### Directions for this task
Find the lines below holding the word "thumb" and copy each of them.

### Limb landmark coordinates

========

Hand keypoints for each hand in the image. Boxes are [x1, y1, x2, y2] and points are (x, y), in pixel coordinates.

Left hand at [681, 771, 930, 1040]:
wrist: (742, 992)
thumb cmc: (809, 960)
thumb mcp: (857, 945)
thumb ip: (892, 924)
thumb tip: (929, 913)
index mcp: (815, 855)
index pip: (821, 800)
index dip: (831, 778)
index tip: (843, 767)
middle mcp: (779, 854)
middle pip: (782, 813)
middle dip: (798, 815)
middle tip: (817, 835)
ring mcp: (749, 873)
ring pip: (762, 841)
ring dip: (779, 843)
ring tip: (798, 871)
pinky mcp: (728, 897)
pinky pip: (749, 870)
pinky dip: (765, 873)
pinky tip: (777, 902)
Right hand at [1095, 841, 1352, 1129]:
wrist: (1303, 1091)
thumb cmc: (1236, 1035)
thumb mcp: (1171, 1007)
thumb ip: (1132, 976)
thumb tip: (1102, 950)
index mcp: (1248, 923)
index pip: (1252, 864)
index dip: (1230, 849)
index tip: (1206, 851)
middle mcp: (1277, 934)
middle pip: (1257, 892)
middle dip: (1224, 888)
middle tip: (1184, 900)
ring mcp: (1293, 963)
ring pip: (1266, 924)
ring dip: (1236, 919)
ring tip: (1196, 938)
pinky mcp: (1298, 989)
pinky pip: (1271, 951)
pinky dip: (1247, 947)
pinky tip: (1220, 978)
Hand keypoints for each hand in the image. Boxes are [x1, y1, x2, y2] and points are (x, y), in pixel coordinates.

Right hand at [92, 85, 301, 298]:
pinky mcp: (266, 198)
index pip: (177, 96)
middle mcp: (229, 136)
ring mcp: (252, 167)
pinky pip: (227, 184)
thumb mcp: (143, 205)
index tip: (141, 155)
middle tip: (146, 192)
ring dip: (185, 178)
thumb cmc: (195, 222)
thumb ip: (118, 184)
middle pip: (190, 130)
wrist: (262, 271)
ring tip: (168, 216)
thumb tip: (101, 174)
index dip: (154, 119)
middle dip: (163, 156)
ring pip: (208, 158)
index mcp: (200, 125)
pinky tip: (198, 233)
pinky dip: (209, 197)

========

### Problem solution
thumb cmc: (809, 960)
thumb mcp: (857, 945)
thumb ip: (892, 924)
thumb tip: (929, 913)
thumb cmc: (1236, 1035)
thumb mcp: (1171, 1007)
thumb ip: (1132, 976)
thumb tip: (1102, 950)
thumb mcp: (143, 205)
thumb cmc: (195, 222)
thumb ip: (118, 184)
thumb tip: (101, 174)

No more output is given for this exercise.